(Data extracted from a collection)
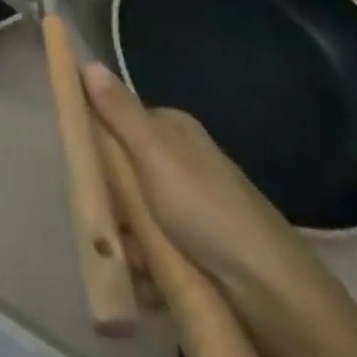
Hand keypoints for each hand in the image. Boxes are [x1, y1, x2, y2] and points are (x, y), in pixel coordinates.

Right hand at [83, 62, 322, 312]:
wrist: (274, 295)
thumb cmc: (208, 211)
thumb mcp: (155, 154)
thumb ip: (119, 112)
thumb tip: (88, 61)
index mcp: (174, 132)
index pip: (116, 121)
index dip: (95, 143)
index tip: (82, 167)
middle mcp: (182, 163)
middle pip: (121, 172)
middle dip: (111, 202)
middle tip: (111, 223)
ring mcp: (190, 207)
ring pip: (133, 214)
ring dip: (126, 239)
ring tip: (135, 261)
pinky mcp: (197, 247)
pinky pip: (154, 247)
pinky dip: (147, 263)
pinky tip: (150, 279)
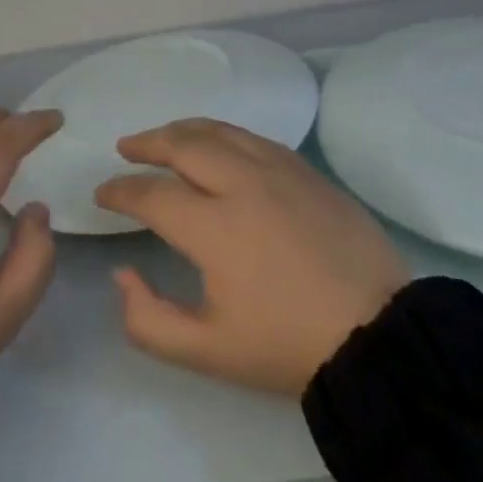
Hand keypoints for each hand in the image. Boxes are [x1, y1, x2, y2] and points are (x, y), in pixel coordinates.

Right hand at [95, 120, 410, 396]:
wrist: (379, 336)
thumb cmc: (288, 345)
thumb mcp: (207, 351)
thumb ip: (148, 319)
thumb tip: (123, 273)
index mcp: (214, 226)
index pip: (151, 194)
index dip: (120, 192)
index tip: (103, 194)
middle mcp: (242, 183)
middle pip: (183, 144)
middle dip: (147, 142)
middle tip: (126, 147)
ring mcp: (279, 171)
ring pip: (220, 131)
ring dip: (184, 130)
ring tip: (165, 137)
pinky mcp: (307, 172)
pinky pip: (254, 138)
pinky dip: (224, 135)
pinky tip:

WHAT YOU WILL DO - Set down all of the data word for word; no pictures belong in it.

EXERCISE SOLUTION -
Hand keypoints for each hand in the image. Boxes are [x1, y1, x2, y2] and points are (x, y), in pixel coordinates.

Right hand at [83, 62, 322, 312]:
wrist: (274, 295)
thumb cmc: (208, 211)
thumb mcp: (155, 154)
thumb ip: (119, 112)
thumb tip: (88, 61)
index mcp: (174, 132)
index pip: (116, 121)
index dip: (95, 143)
index tip: (82, 167)
middle mcp: (182, 163)
middle pip: (121, 172)
middle dip: (111, 202)
middle tip: (111, 223)
ring mcp: (190, 207)
ring pip: (133, 214)
ring dip: (126, 239)
ring tip: (135, 261)
pinky mcp: (197, 247)
pinky pip: (154, 247)
pinky dip: (147, 263)
pinky tip: (150, 279)
Hand keypoints for each hand in the image. Boxes are [x1, y1, x2, y2] and points are (x, y), in pixel coordinates.

Right hand at [95, 120, 410, 396]:
wrist: (379, 336)
thumb cmc: (288, 345)
thumb mcp: (207, 351)
thumb ip: (148, 319)
thumb tip: (123, 273)
index mcp: (214, 226)
index pip: (151, 194)
index dip: (120, 192)
index tip: (103, 194)
middle mcp: (242, 183)
middle pip: (183, 144)
middle dip: (147, 142)
middle tip: (126, 147)
ring mcp: (279, 171)
ring pip: (220, 131)
ring dip: (184, 130)
ring tip: (165, 137)
pinky mcp: (307, 172)
pinky pip: (254, 138)
pinky dip: (224, 135)
pinky tip:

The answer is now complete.